Der Stirlingmotor ist eine Kolbenmaschine, die ein Gas als Arbeitsmedium in einem geschlossenen Raum erwärmt (thermische Energie), den entstehenden Druck (potentielle Energie) auf einen Arbeitskolben überträgt und in mechanische Arbeit umsetzt. Das Gas wird dadurch abgekühlt.

Abgrenzung von anderen Motorarten

Beim Stirlingmotor bleibt das Gas innerhalb des Motors und wird nicht ausgetauscht. Das bedeutet, dass er, abgesehen von einer ggf. durch Verbrennung betriebenen externen Wärmequelle, abgasfrei arbeitet.

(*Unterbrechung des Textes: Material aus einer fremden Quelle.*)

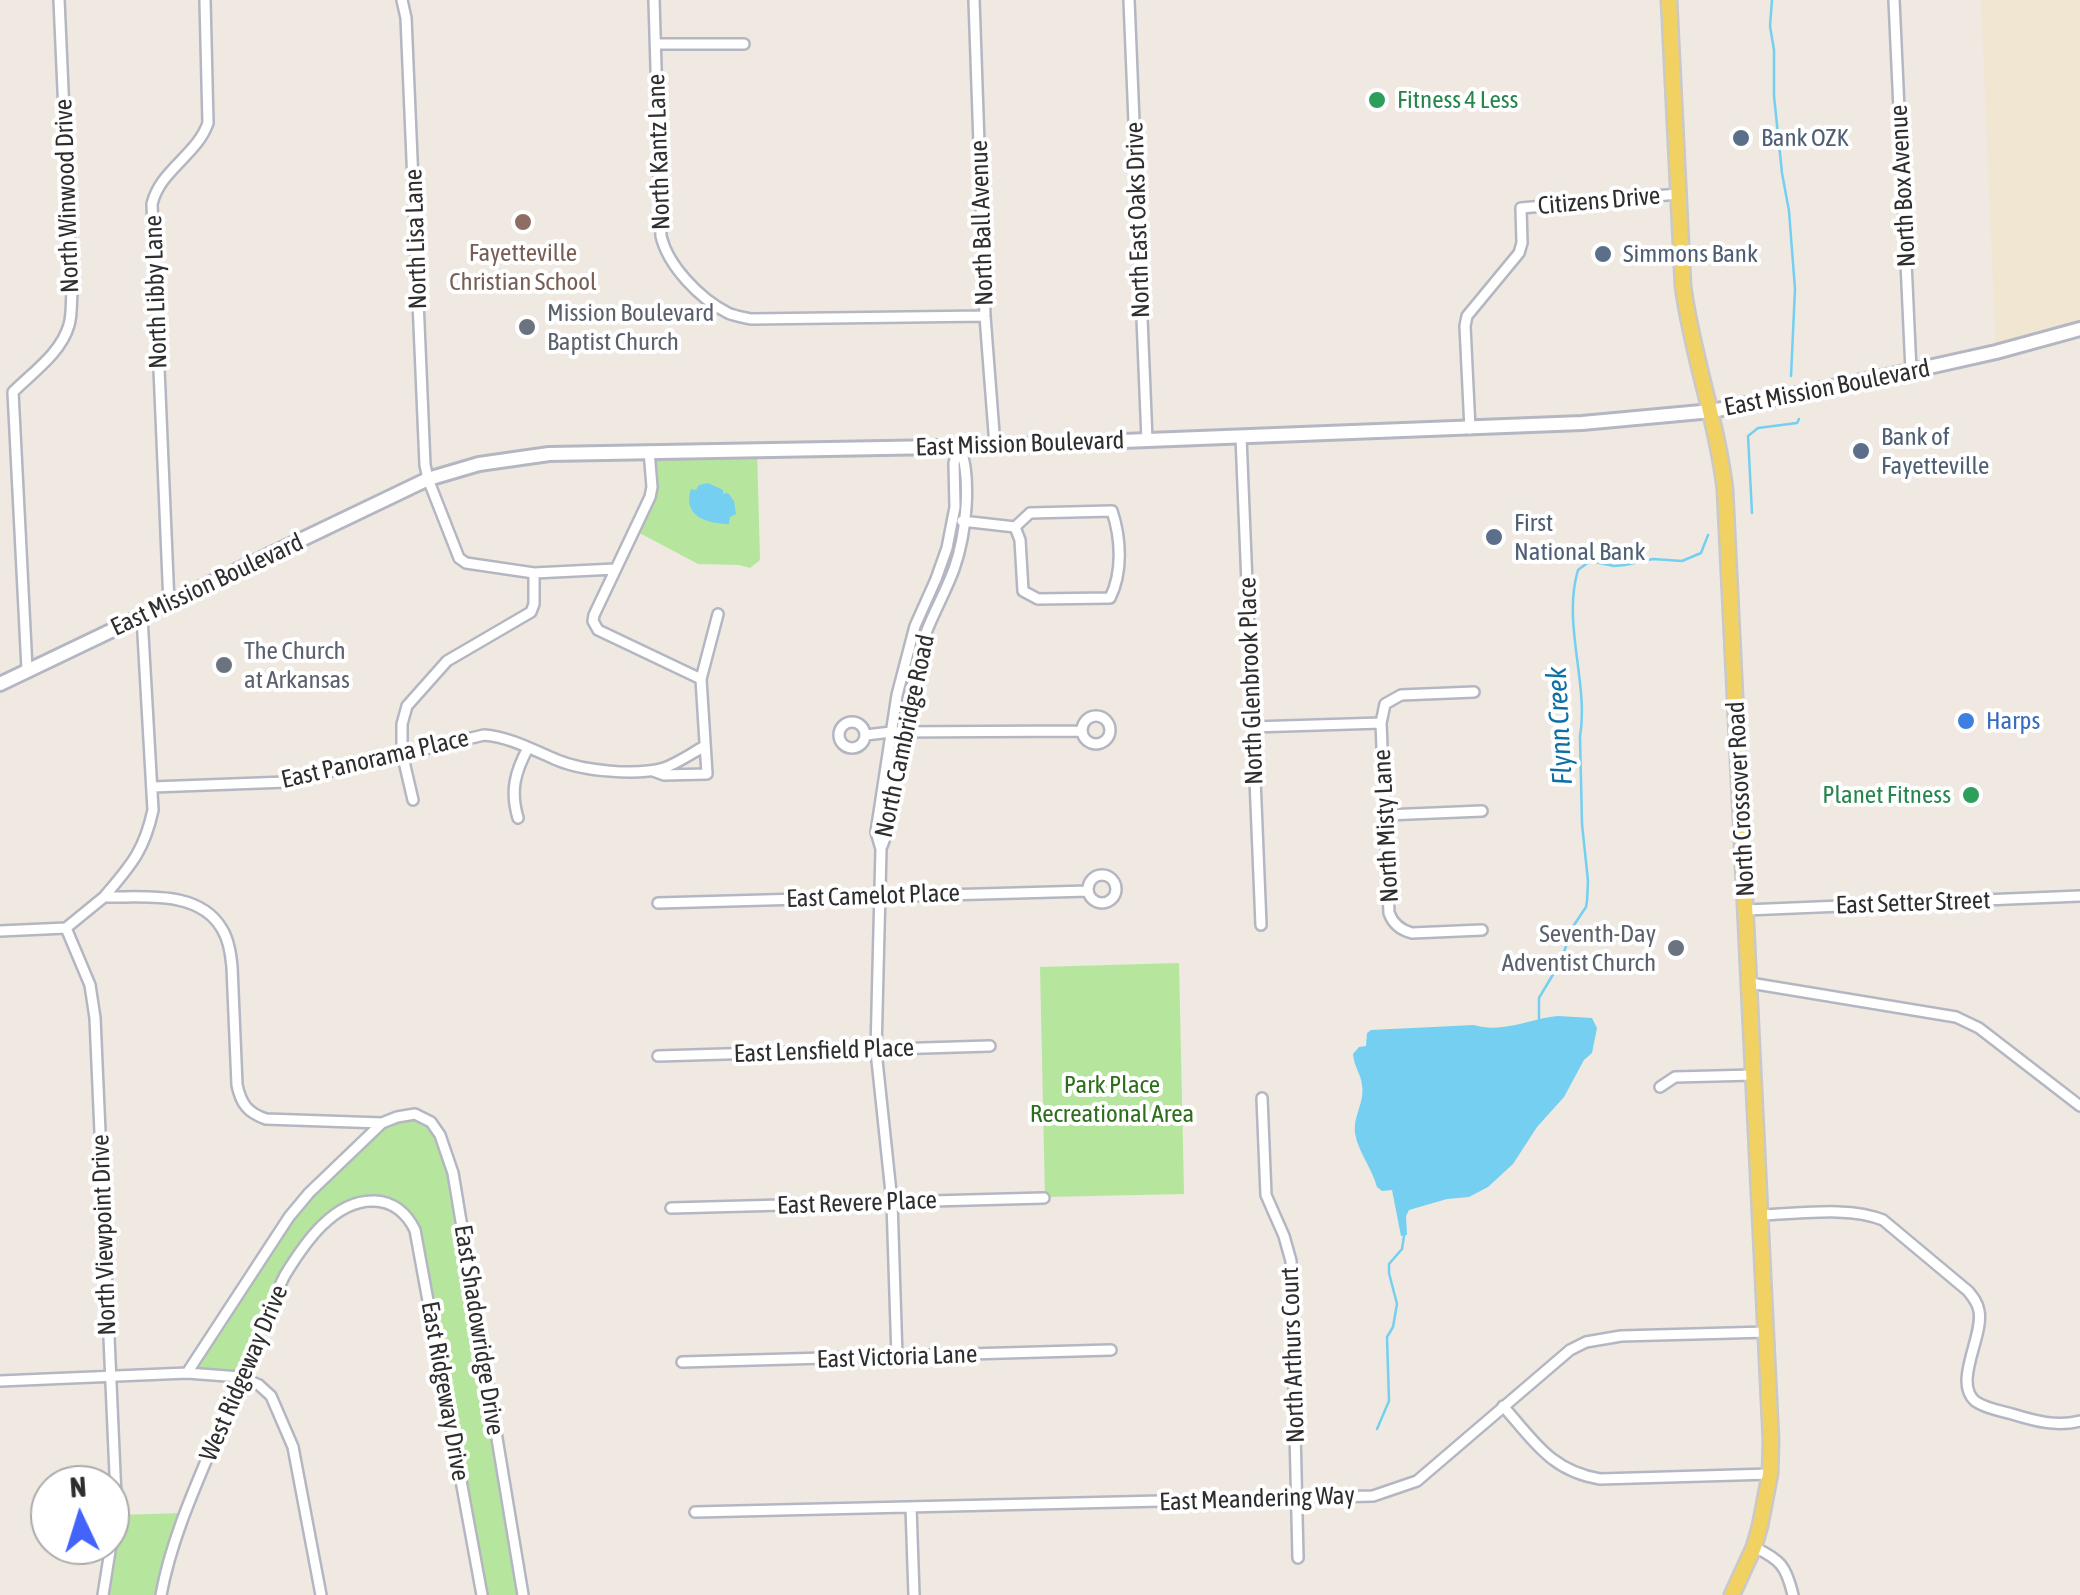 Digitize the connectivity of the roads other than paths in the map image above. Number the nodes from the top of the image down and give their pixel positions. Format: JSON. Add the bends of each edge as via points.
{"nodes":[{"id":1,"x":59,"y":0,"type":"edge"},
{"id":2,"x":204,"y":0,"type":"edge"},
{"id":3,"x":402,"y":0,"type":"edge"},
{"id":4,"x":654,"y":0,"type":"edge"},
{"id":5,"x":974,"y":0,"type":"edge"},
{"id":6,"x":1129,"y":0,"type":"edge"},
{"id":7,"x":1669,"y":0,"type":"edge"},
{"id":8,"x":1894,"y":0,"type":"edge"},
{"id":9,"x":656,"y":44,"type":"junction"},
{"id":10,"x":744,"y":44,"type":"dead end"},
{"id":11,"x":1678,"y":194,"type":"junction"},
{"id":12,"x":985,"y":316,"type":"junction"},
{"id":13,"x":2080,"y":330,"type":"edge"},
{"id":14,"x":1912,"y":372,"type":"junction"},
{"id":15,"x":0,"y":392,"type":"edge"},
{"id":16,"x":13,"y":392,"type":"junction"},
{"id":17,"x":1712,"y":411,"type":"junction"},
{"id":18,"x":1470,"y":429,"type":"junction"},
{"id":19,"x":1242,"y":437,"type":"junction"},
{"id":20,"x":1147,"y":440,"type":"junction"},
{"id":21,"x":960,"y":446,"type":"junction"},
{"id":22,"x":995,"y":446,"type":"junction"},
{"id":23,"x":649,"y":451,"type":"junction"},
{"id":24,"x":428,"y":479,"type":"junction"},
{"id":25,"x":959,"y":520,"type":"junction"},
{"id":26,"x":1015,"y":527,"type":"junction"},
{"id":27,"x":616,"y":569,"type":"junction"},
{"id":28,"x":534,"y":573,"type":"junction"},
{"id":29,"x":169,"y":604,"type":"junction"},
{"id":30,"x":718,"y":614,"type":"dead end"},
{"id":31,"x":142,"y":616,"type":"junction"},
{"id":32,"x":27,"y":669,"type":"junction"},
{"id":33,"x":701,"y":679,"type":"junction"},
{"id":34,"x":0,"y":684,"type":"edge"},
{"id":35,"x":1474,"y":692,"type":"dead end"},
{"id":36,"x":1381,"y":724,"type":"junction"},
{"id":37,"x":1253,"y":727,"type":"junction"},
{"id":38,"x":1080,"y":731,"type":"dead end"},
{"id":39,"x":897,"y":732,"type":"junction"},
{"id":40,"x":866,"y":735,"type":"dead end"},
{"id":41,"x":704,"y":746,"type":"junction"},
{"id":42,"x":528,"y":748,"type":"junction"},
{"id":43,"x":402,"y":753,"type":"junction"},
{"id":44,"x":650,"y":770,"type":"junction"},
{"id":45,"x":154,"y":787,"type":"junction"},
{"id":46,"x":412,"y":800,"type":"dead end"},
{"id":47,"x":1482,"y":811,"type":"dead end"},
{"id":48,"x":1386,"y":814,"type":"junction"},
{"id":49,"x":518,"y":818,"type":"dead end"},
{"id":50,"x":1088,"y":891,"type":"dead end"},
{"id":51,"x":879,"y":896,"type":"junction"},
{"id":52,"x":2080,"y":896,"type":"edge"},
{"id":53,"x":104,"y":897,"type":"junction"},
{"id":54,"x":658,"y":904,"type":"dead end"},
{"id":55,"x":1746,"y":910,"type":"junction"},
{"id":56,"x":1261,"y":925,"type":"dead end"},
{"id":57,"x":66,"y":928,"type":"junction"},
{"id":58,"x":1482,"y":930,"type":"dead end"},
{"id":59,"x":0,"y":931,"type":"edge"},
{"id":60,"x":1750,"y":983,"type":"junction"},
{"id":61,"x":990,"y":1046,"type":"dead end"},
{"id":62,"x":876,"y":1051,"type":"junction"},
{"id":63,"x":658,"y":1056,"type":"dead end"},
{"id":64,"x":1754,"y":1075,"type":"junction"},
{"id":65,"x":1660,"y":1087,"type":"dead end"},
{"id":66,"x":1262,"y":1098,"type":"dead end"},
{"id":67,"x":2080,"y":1106,"type":"edge"},
{"id":68,"x":382,"y":1124,"type":"junction"},
{"id":69,"x":1044,"y":1198,"type":"dead end"},
{"id":70,"x":384,"y":1201,"type":"joint"},
{"id":71,"x":892,"y":1202,"type":"junction"},
{"id":72,"x":671,"y":1208,"type":"dead end"},
{"id":73,"x":1761,"y":1215,"type":"junction"},
{"id":74,"x":1767,"y":1332,"type":"junction"},
{"id":75,"x":1112,"y":1350,"type":"dead end"},
{"id":76,"x":897,"y":1357,"type":"junction"},
{"id":77,"x":682,"y":1362,"type":"dead end"},
{"id":78,"x":187,"y":1373,"type":"junction"},
{"id":79,"x":110,"y":1376,"type":"junction"},
{"id":80,"x":240,"y":1377,"type":"junction"},
{"id":81,"x":0,"y":1381,"type":"edge"},
{"id":82,"x":1503,"y":1406,"type":"junction"},
{"id":83,"x":2080,"y":1421,"type":"edge"},
{"id":84,"x":1770,"y":1474,"type":"junction"},
{"id":85,"x":1297,"y":1500,"type":"junction"},
{"id":86,"x":911,"y":1507,"type":"junction"},
{"id":87,"x":695,"y":1512,"type":"dead end"},
{"id":88,"x":1754,"y":1547,"type":"junction"},
{"id":89,"x":1298,"y":1558,"type":"dead end"},
{"id":90,"x":104,"y":1595,"type":"edge"},
{"id":91,"x":161,"y":1595,"type":"edge"},
{"id":92,"x":321,"y":1595,"type":"edge"},
{"id":93,"x":482,"y":1595,"type":"edge"},
{"id":94,"x":523,"y":1595,"type":"edge"},
{"id":95,"x":914,"y":1595,"type":"edge"},
{"id":96,"x":1732,"y":1595,"type":"edge"},
{"id":97,"x":1793,"y":1595,"type":"edge"}],
"edges":[{"from":1,"to":16,"type":"street","name":"North Winwood Drive","via":[[70,322],[62,342]]},
{"from":2,"to":29,"type":"street","name":"North Libby Lane","via":[[208,123],[152,204]]},
{"from":3,"to":24,"type":"street","name":"North Lisa Lane"},
{"from":4,"to":9,"type":"street","name":"North Kantz Lane"},
{"from":5,"to":12,"type":"street","name":"North Ball Avenue"},
{"from":6,"to":20,"type":"street","name":"North East Oaks Drive"},
{"from":7,"to":11,"type":"main road","name":"North Crossover Road"},
{"from":8,"to":14,"type":"street","name":"North Box Avenue"},
{"from":9,"to":10,"type":"street"},
{"from":9,"to":12,"type":"street","name":"North Kantz Lane","via":[[661,236],[678,272],[708,299],[750,319]]},
{"from":11,"to":17,"type":"main road","name":"North Crossover Road","via":[[1688,314]]},
{"from":11,"to":18,"type":"street","name":"Citizens Drive","via":[[1521,208],[1519,252],[1465,326]]},
{"from":12,"to":22,"type":"street","name":"North Ball Avenue"},
{"from":13,"to":14,"type":"main road","name":"East Mission Boulevard"},
{"from":14,"to":17,"type":"main road","name":"East Mission Boulevard"},
{"from":15,"to":16,"type":"street"},
{"from":16,"to":32,"type":"street"},
{"from":17,"to":18,"type":"main road","name":"East Mission Boulevard"},
{"from":17,"to":55,"type":"main road","name":"North Crossover Road","via":[[1726,490]]},
{"from":18,"to":19,"type":"main road","name":"East Mission Boulevard"},
{"from":19,"to":20,"type":"main road","name":"East Mission Boulevard"},
{"from":19,"to":37,"type":"street","name":"North Glenbrook Place"},
{"from":20,"to":22,"type":"main road","name":"East Mission Boulevard"},
{"from":21,"to":22,"type":"main road","name":"East Mission Boulevard"},
{"from":21,"to":23,"type":"main road","name":"East Mission Boulevard"},
{"from":21,"to":25,"type":"street","name":"North Cambridge Road","via":[[954,463]]},
{"from":23,"to":24,"type":"main road","name":"East Mission Boulevard","via":[[524,456]]},
{"from":23,"to":27,"type":"street","via":[[650,496]]},
{"from":24,"to":28,"type":"street","name":"North Lisa Lane","via":[[459,558]]},
{"from":24,"to":29,"type":"main road","name":"East Mission Boulevard"},
{"from":25,"to":26,"type":"street"},
{"from":25,"to":39,"type":"street","name":"North Cambridge Road","via":[[905,660]]},
{"from":26,"to":26,"type":"street","via":[[1030,513],[1112,511],[1119,581],[1110,598],[1038,599],[1023,591]]},
{"from":27,"to":28,"type":"street"},
{"from":27,"to":33,"type":"street","via":[[594,626]]},
{"from":28,"to":43,"type":"street","via":[[531,612],[447,661],[407,706]]},
{"from":29,"to":31,"type":"main road","name":"East Mission Boulevard"},
{"from":30,"to":33,"type":"street"},
{"from":31,"to":32,"type":"main road","name":"East Mission Boulevard"},
{"from":31,"to":45,"type":"street"},
{"from":32,"to":34,"type":"main road","name":"East Mission Boulevard"},
{"from":33,"to":41,"type":"street"},
{"from":35,"to":36,"type":"street","via":[[1392,698]]},
{"from":36,"to":37,"type":"street"},
{"from":36,"to":48,"type":"street","name":"North Misty Lane"},
{"from":37,"to":56,"type":"street","name":"North Glenbrook Place"},
{"from":38,"to":39,"type":"street"},
{"from":39,"to":40,"type":"street"},
{"from":39,"to":51,"type":"street","name":"North Cambridge Road","via":[[876,832]]},
{"from":41,"to":44,"type":"street","name":"East Panorama Place"},
{"from":41,"to":44,"type":"street","name":"East Panorama Place","via":[[707,774]]},
{"from":42,"to":43,"type":"street","name":"East Panorama Place","via":[[484,735]]},
{"from":42,"to":44,"type":"street","name":"East Panorama Place","via":[[578,768]]},
{"from":42,"to":49,"type":"street","via":[[514,782]]},
{"from":43,"to":45,"type":"street","name":"East Panorama Place","via":[[286,782]]},
{"from":43,"to":46,"type":"street"},
{"from":45,"to":53,"type":"street","via":[[144,845]]},
{"from":47,"to":48,"type":"street"},
{"from":48,"to":58,"type":"street","name":"North Misty Lane","via":[[1389,913],[1397,926],[1412,933]]},
{"from":50,"to":51,"type":"street","name":"East Camelot Place"},
{"from":51,"to":54,"type":"street","name":"East Camelot Place"},
{"from":51,"to":62,"type":"street","name":"North Cambridge Road"},
{"from":52,"to":55,"type":"street","name":"East Setter Street"},
{"from":53,"to":57,"type":"street"},
{"from":53,"to":68,"type":"street","via":[[187,902],[222,928],[232,967],[237,1085],[254,1115]]},
{"from":55,"to":60,"type":"main road","name":"North Crossover Road"},
{"from":57,"to":59,"type":"street"},
{"from":57,"to":79,"type":"street","name":"North Viewpoint Drive","via":[[90,984],[96,1018]]},
{"from":60,"to":64,"type":"main road","name":"North Crossover Road"},
{"from":60,"to":67,"type":"street","via":[[1956,1017]]},
{"from":61,"to":62,"type":"street","name":"East Lensfield Place"},
{"from":62,"to":63,"type":"street","name":"East Lensfield Place"},
{"from":62,"to":71,"type":"street","name":"North Cambridge Road"},
{"from":64,"to":65,"type":"street","via":[[1676,1076]]},
{"from":64,"to":73,"type":"main road","name":"North Crossover Road"},
{"from":66,"to":85,"type":"street","name":"North Arthurs Court","via":[[1266,1195],[1292,1261]]},
{"from":68,"to":78,"type":"street","via":[[289,1217]]},
{"from":68,"to":94,"type":"street","name":"East Shadowridge Drive","via":[[415,1114],[431,1122],[447,1152]]},
{"from":69,"to":71,"type":"street","name":"East Revere Place"},
{"from":70,"to":80,"type":"street","name":"West Ridgeway Drive","via":[[348,1206],[312,1237],[285,1276]]},
{"from":70,"to":93,"type":"street","name":"East Ridgeway Drive","via":[[410,1219],[418,1240]]},
{"from":71,"to":72,"type":"street","name":"East Revere Place"},
{"from":71,"to":76,"type":"street","name":"North Cambridge Road"},
{"from":73,"to":74,"type":"main road","name":"North Crossover Road"},
{"from":73,"to":83,"type":"street","via":[[1855,1213],[1884,1220],[1976,1301],[1980,1324],[1967,1381],[1974,1400],[2032,1420]]},
{"from":74,"to":82,"type":"street","name":"East Meandering Way","via":[[1586,1342]]},
{"from":74,"to":84,"type":"main road","name":"North Crossover Road"},
{"from":75,"to":76,"type":"street","name":"East Victoria Lane"},
{"from":76,"to":77,"type":"street","name":"East Victoria Lane"},
{"from":78,"to":79,"type":"street"},
{"from":78,"to":80,"type":"street"},
{"from":79,"to":81,"type":"street"},
{"from":79,"to":90,"type":"street","name":"North Viewpoint Drive","via":[[115,1515]]},
{"from":80,"to":91,"type":"street","name":"West Ridgeway Drive","via":[[172,1548]]},
{"from":80,"to":92,"type":"street","via":[[271,1396],[288,1433]]},
{"from":82,"to":84,"type":"street","via":[[1546,1456],[1585,1476]]},
{"from":82,"to":85,"type":"street","name":"East Meandering Way","via":[[1418,1481],[1372,1496]]},
{"from":84,"to":88,"type":"main road","name":"North Crossover Road"},
{"from":85,"to":86,"type":"street","name":"East Meandering Way"},
{"from":85,"to":89,"type":"street","name":"North Arthurs Court"},
{"from":86,"to":87,"type":"street","name":"East Meandering Way"},
{"from":86,"to":95,"type":"street"},
{"from":88,"to":96,"type":"main road","name":"North Crossover Road"},
{"from":88,"to":97,"type":"street","via":[[1787,1570]]}]}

Darin unterscheidet sich dieser Motor z. B. von Dampfmaschinen und Verbrennungsmotoren, denn bei Dampfmaschinen wird das Gas (Wasserdampf) außerhalb des Zylinders erhitzt, in den Zylinder geleitet und nach der (ggf. mehrstufigen) Entspannung abgelassen. Bei Verbrennungsmotoren, wie z. B. dem Ottomotor oder dem Dieselmotor wird das Gas (Kraftstoff-Luft-Gemisch) innerhalb des Zylinders durch Verbrennung erhitzt und nach der Entspannung ausgetauscht.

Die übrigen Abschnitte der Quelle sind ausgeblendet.